The notion of p-closeness naturally leads to the notion of distance between sequences. As we demonstrate, this distance has ultrametric properties and thus all sequences of a given length can be distributed over clusters. In practical part of our work we study the distribution of cluster sizes in the limit of long sequences. The latter problem is equivalent to the combinatoric one of counting degeneracies in the length spectrum of the de Bruijn graphs, and has been solved by means of random matrix theory.
• 01.05.2012, no talk.
• 24.04.2012, Bence Mélykúti (Universität Freiburg): Searching for a diffusion process model for chemical reaction kinetics: the chemical Langevin equation and beyond
Abstract: For introduction, I will present applications of stochastic processes in molecular biology. My objective is to examine the standard Ito stochastic differential equation (SDE) model for (bio)chemical reaction kinetics, the chemical Langevin equation (CLE). By the connection between the martingale problem and the existence of a weak solution for an SDE, one can formulate the CLE in alternative, weakly equivalent forms. I will explore what the minimum number of Brownian motions necessary for an equivalent formulation is and discuss the corresponding underlying geometrical structure. I will derive another formulation that speeds up numerical simulation. I will also show that in terms of first and second moments, the CLE appears to be the best Ito SDE model for reaction kinetics. I will highlight that in its original form, the variables of the CLE can become negative with positive probability. This leads to the open question whether there exists a simple and natural, nonnegativity-preserving, continuous-valued stochastic model for reaction kinetics.
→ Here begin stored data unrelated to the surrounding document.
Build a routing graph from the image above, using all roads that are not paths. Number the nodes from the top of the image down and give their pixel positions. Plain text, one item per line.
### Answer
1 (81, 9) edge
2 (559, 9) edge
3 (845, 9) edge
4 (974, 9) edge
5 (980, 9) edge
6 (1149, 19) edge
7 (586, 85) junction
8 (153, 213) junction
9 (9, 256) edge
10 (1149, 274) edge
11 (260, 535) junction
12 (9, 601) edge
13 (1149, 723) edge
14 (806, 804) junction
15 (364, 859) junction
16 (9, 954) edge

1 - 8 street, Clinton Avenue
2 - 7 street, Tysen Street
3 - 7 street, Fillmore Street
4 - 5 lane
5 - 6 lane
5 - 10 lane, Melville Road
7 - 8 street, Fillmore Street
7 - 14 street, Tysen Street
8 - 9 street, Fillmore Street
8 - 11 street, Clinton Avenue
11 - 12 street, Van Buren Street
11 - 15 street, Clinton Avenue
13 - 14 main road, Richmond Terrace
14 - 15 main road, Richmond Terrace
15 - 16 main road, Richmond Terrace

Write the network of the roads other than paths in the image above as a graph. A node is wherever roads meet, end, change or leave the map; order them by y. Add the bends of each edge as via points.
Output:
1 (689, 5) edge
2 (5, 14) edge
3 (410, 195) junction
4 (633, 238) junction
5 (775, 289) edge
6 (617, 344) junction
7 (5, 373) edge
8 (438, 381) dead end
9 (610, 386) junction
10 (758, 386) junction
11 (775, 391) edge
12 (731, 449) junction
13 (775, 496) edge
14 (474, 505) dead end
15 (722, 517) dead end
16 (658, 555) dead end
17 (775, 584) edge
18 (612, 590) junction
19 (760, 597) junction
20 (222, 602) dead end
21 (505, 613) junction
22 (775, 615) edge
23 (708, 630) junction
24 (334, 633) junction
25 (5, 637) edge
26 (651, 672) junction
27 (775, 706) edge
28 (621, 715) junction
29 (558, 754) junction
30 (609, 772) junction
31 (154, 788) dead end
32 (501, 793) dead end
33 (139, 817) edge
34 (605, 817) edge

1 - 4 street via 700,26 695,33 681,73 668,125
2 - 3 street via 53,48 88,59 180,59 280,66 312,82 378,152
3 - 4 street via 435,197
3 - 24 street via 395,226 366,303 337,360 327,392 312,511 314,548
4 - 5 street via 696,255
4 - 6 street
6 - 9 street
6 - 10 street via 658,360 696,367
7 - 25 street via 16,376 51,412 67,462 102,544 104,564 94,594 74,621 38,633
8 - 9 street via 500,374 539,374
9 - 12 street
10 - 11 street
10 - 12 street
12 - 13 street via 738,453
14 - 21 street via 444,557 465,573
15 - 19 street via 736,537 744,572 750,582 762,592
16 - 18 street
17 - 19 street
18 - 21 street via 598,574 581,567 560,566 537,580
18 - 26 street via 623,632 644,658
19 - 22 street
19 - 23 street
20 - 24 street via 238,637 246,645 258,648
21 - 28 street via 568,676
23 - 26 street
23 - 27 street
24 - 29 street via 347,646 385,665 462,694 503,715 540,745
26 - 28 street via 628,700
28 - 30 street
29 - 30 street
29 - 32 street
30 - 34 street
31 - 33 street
• 17.04.2012, Alexa Manger (Universität Duisburg-Essen): Introduction to Super-Brownian Motion
Abstract: We will introduce the super-Brownian motion via its "discrete particle" counterpart, the branching Brownian motion. After rescaling we will get a martingale representation for the super-Brownian motion and deduce some properties.
• 10.04.2012, no talk.

• 01.02.2012, Wolfgang Löhr (Universität Duisburg-Essen): Aspects of Gromov-Weak Topology on the Space of Metric Measure Spaces (second part) Room V15 S04 D94 at 10:15
Abstract: I introduce the algebra of polynomials and show that it is not dense but convergence determining. The second property is a direct consequence of a result due to Le Cam. This means that the embedding introduced in the first talk can be extended to a convex-linear, homeomorphic embedding of the space of probability measures on the space of mm-spaces into the space of distance matrix distributions.
If time permits, I will also show the equivalence of Gromov-Prohorov and Gromov's Box-metric.
• 31.01.2012, Volker Krätschmer (Universität Duisburg-Essen): Qualitative robustness of tail dependent statistical functionals
Abstract: The main goal of the talk is to introduce a new notion of qualitative robustness that applies also to tail-dependent statistical functionals like L- and V-functionals, and that allows us to compare statistical functionals in regards to their degree of robustness. By means of new versions of the celebrated Hampel theorem, it will be shown that this degree of robustness can be characterized in terms of certain continuity properties of the statistical functionals. In applying the theoretical results, special attention will be payed to the class of distribution-invariant convex risk measures which has become a central concept as a building block in quantitative risk management. The talk is based on a joint work with Alexander Schied (University of Mannheim) and Henryk Zähle (University of Saarland).
• 24.01.2012, Wolfgang Löhr (Universität Duisburg-Essen): Aspects of Gromov-Weak Topology on the Space of Metric Measure Spaces (first part)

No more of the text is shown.